*** Opening Task inputs ***

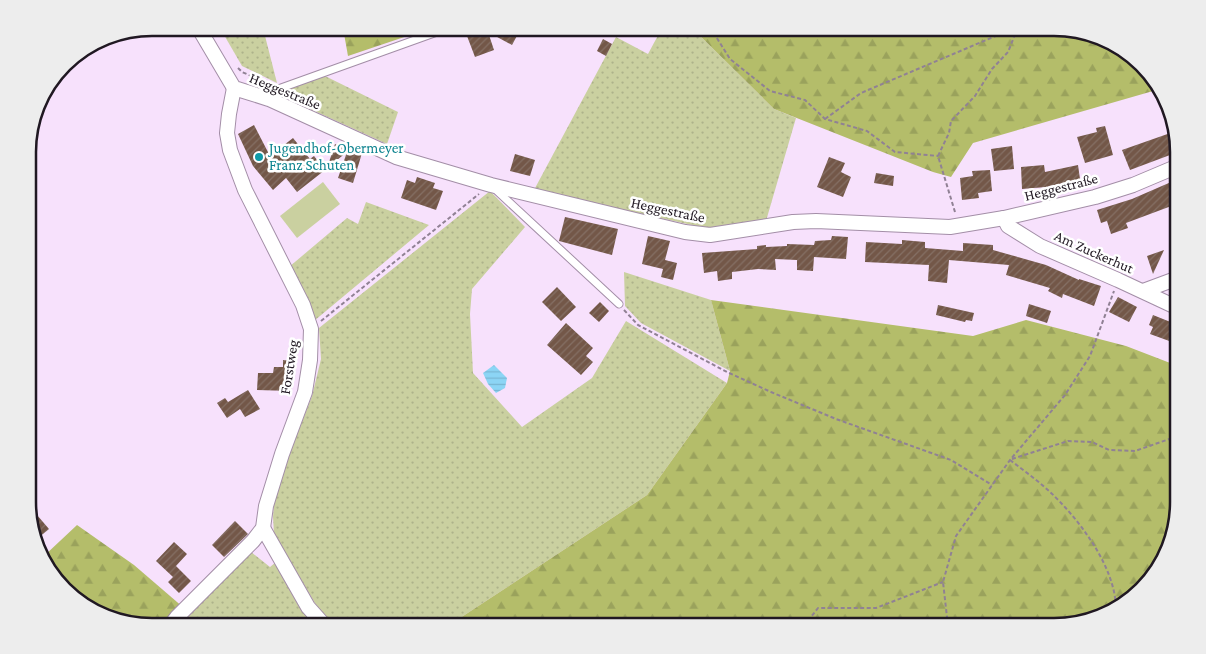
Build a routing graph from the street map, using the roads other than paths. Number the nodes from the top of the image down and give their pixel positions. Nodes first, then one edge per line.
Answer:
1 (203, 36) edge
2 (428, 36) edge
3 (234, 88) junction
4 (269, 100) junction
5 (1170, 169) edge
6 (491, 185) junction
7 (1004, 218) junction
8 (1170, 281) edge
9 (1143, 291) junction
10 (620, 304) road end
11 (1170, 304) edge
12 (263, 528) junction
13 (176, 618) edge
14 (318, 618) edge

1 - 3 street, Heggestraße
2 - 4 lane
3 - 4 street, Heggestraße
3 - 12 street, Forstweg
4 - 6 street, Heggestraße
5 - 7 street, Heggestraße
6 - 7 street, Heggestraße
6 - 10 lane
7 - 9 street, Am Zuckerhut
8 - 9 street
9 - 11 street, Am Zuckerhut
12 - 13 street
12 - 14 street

*** Closing Task inputs ***

Task goal => Please reproduce the entries above line by line, exactly, leaving out each image.

Task answer =>
Build a routing graph from the street map, using the roads other than paths. Number the nodes from the top of the image down and give their pixel positions. Nodes first, then one edge per line.
Answer:
1 (203, 36) edge
2 (428, 36) edge
3 (234, 88) junction
4 (269, 100) junction
5 (1170, 169) edge
6 (491, 185) junction
7 (1004, 218) junction
8 (1170, 281) edge
9 (1143, 291) junction
10 (620, 304) road end
11 (1170, 304) edge
12 (263, 528) junction
13 (176, 618) edge
14 (318, 618) edge

1 - 3 street, Heggestraße
2 - 4 lane
3 - 4 street, Heggestraße
3 - 12 street, Forstweg
4 - 6 street, Heggestraße
5 - 7 street, Heggestraße
6 - 7 street, Heggestraße
6 - 10 lane
7 - 9 street, Am Zuckerhut
8 - 9 street
9 - 11 street, Am Zuckerhut
12 - 13 street
12 - 14 street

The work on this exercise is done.